:: PROVIDED ENTRIES ::
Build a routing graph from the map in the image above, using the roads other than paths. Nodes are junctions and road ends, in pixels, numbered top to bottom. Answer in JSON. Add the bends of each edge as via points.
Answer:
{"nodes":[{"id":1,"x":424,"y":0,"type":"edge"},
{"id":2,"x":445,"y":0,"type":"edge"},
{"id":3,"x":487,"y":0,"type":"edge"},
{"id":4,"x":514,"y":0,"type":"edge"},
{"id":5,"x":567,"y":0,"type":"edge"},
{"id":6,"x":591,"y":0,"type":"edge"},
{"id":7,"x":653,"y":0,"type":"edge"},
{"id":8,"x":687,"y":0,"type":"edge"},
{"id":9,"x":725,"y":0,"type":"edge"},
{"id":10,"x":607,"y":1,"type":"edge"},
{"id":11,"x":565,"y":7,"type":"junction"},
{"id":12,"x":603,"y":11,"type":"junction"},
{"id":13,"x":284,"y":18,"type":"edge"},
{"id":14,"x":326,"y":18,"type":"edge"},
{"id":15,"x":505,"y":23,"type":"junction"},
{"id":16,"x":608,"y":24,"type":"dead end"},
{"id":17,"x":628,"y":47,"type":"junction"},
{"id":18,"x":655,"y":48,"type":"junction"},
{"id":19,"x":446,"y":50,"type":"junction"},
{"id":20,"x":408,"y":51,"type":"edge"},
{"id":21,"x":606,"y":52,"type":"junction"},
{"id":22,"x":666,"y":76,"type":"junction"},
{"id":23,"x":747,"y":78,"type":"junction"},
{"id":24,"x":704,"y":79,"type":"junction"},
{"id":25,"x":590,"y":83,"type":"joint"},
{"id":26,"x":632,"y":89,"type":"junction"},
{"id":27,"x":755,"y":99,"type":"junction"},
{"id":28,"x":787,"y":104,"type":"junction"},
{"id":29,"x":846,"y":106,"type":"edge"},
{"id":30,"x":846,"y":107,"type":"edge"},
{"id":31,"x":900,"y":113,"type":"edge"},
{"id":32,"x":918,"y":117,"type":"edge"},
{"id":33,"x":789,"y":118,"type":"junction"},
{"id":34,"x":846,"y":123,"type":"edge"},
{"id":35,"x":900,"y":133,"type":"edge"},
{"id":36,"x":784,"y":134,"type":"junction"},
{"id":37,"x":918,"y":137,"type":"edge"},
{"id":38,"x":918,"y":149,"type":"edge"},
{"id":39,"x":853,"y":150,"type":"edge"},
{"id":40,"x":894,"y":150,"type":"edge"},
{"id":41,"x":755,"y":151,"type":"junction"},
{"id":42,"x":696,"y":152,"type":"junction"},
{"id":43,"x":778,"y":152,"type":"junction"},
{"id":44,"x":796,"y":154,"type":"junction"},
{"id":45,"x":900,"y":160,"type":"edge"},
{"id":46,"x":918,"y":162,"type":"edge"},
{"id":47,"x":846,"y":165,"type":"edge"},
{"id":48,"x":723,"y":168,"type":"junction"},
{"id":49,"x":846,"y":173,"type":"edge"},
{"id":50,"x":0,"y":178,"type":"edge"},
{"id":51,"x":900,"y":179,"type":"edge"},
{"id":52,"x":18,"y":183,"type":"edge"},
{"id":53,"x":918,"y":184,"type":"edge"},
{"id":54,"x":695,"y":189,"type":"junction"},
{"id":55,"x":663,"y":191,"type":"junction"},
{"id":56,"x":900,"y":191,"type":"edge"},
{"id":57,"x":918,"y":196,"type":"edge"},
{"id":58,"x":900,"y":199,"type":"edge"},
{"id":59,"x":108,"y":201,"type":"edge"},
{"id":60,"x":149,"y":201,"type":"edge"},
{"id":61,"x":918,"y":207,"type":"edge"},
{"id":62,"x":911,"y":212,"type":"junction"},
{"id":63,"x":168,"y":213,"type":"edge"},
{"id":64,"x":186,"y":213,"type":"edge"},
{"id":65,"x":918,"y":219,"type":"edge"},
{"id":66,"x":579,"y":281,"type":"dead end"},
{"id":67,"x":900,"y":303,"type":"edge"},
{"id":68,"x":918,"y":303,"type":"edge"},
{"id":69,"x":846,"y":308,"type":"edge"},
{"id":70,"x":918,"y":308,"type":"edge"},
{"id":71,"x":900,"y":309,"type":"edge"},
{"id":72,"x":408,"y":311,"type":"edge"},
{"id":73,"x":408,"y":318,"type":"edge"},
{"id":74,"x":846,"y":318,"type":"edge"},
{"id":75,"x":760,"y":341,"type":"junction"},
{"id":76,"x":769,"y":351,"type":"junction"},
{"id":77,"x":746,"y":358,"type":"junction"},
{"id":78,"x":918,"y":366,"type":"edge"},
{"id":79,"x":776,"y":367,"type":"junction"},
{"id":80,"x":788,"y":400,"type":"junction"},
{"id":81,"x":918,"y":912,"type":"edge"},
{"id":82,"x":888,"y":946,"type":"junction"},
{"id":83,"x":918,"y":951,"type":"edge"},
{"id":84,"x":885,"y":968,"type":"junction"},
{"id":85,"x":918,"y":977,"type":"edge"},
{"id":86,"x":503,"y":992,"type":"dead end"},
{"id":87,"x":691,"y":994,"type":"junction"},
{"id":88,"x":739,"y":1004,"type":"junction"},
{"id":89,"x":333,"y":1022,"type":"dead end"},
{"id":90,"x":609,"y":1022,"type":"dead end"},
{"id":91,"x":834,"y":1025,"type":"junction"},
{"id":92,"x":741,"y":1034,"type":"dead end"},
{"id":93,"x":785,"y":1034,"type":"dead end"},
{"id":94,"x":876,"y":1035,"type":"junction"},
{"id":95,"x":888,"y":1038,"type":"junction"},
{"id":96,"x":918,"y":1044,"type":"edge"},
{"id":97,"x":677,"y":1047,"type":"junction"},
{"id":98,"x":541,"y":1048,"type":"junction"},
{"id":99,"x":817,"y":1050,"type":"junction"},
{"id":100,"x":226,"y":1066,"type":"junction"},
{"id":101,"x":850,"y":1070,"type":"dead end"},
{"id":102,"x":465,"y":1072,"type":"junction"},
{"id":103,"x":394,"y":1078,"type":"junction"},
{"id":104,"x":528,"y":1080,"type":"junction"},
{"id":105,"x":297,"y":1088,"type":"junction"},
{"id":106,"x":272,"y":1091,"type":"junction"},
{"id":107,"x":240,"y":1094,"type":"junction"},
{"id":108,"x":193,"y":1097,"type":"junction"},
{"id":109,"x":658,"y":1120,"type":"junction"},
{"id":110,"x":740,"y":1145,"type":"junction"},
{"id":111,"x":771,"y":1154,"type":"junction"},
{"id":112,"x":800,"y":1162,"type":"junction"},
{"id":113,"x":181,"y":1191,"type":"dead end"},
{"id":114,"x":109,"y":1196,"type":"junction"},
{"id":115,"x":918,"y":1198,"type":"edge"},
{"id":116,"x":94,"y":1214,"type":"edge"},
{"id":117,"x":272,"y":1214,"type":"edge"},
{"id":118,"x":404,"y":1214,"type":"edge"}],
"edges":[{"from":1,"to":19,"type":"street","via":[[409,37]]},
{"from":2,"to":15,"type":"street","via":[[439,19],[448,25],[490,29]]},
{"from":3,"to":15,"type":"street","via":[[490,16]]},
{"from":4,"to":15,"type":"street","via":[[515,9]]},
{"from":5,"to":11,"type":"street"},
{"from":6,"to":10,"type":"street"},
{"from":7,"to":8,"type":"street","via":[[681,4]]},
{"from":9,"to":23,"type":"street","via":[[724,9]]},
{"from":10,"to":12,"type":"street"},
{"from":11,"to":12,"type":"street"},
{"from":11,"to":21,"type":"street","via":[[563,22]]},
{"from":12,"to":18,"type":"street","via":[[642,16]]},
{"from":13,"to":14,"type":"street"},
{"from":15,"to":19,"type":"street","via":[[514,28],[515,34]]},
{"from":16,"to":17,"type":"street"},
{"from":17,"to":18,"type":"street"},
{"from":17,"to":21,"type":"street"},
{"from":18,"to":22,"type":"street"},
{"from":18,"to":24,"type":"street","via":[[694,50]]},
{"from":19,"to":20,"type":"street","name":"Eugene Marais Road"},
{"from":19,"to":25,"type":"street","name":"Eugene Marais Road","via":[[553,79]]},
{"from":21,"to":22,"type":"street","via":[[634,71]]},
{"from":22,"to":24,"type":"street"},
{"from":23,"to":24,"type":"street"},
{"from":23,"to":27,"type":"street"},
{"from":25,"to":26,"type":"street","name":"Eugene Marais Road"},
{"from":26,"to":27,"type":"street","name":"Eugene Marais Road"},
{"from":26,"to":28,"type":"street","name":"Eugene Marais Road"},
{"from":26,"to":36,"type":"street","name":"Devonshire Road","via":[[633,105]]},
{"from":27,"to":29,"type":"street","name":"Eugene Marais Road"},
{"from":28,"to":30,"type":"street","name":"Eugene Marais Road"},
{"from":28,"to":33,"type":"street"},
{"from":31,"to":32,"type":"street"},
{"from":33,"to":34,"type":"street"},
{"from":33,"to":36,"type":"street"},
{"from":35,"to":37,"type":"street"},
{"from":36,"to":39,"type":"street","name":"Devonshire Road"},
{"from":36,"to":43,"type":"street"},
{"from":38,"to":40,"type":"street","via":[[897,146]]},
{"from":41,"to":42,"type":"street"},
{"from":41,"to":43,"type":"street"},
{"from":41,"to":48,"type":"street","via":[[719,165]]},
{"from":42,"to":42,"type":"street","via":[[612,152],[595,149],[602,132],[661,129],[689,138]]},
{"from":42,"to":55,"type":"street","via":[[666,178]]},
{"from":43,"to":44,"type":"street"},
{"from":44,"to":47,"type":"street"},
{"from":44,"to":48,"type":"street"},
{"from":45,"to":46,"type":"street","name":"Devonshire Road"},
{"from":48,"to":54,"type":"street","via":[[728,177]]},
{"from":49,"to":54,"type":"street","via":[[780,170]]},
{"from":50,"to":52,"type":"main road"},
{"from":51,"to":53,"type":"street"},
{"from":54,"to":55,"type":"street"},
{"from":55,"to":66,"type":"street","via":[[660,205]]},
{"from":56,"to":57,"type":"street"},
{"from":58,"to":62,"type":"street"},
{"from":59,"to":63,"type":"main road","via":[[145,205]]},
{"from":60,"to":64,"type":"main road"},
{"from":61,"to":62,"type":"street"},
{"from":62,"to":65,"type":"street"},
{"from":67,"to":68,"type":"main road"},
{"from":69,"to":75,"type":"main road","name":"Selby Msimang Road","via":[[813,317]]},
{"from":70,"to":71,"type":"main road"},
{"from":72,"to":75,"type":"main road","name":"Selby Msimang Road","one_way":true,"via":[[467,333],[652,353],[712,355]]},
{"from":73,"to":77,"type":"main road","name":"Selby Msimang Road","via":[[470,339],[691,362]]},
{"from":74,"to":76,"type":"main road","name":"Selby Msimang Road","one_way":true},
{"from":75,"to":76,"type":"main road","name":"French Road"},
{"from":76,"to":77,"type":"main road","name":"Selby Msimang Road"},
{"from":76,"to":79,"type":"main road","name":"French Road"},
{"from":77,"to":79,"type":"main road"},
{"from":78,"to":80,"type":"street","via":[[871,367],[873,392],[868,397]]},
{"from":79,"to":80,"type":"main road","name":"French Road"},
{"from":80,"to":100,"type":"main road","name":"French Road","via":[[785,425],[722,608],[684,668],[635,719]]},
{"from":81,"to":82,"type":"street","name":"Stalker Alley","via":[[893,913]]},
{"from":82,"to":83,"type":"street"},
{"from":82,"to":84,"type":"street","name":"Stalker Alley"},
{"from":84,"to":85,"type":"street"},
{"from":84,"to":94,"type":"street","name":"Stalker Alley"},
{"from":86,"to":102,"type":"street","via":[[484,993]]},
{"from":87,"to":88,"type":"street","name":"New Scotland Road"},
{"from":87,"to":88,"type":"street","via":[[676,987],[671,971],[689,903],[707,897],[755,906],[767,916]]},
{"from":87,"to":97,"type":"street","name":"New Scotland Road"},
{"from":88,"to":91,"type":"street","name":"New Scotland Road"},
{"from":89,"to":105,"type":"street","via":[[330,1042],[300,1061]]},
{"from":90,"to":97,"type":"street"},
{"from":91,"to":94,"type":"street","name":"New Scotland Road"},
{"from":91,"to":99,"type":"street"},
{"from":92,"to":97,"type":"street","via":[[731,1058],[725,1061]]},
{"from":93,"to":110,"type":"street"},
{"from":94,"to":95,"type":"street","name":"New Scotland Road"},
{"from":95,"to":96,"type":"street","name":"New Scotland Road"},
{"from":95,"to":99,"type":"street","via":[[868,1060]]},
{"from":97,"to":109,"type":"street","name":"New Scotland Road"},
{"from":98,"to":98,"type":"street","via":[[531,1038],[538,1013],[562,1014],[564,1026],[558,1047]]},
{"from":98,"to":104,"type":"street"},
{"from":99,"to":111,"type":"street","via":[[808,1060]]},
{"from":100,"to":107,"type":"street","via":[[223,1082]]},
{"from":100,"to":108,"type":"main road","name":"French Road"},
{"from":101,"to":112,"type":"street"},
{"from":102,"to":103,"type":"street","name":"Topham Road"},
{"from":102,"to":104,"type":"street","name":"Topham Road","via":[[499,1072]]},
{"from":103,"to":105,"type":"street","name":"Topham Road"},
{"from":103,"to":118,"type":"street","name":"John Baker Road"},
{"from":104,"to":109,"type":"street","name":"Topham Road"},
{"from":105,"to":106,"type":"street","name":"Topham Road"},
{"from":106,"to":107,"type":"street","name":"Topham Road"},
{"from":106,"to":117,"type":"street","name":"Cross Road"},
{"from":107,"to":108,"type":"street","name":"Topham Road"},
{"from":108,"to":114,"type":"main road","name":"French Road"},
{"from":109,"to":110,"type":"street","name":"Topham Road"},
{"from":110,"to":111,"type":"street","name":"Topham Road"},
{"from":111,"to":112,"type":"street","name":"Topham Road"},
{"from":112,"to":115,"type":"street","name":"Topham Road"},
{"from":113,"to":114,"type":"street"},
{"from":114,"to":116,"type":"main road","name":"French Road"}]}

:: WHAT IS EXPECTED ::
All lines of the records above that carry the word "Alley" should be listed.

:: SOLUTION TO THE EXERCISE ::
{"from":81,"to":82,"type":"street","name":"Stalker Alley","via":[[893,913]]},
{"from":82,"to":84,"type":"street","name":"Stalker Alley"},
{"from":84,"to":94,"type":"street","name":"Stalker Alley"},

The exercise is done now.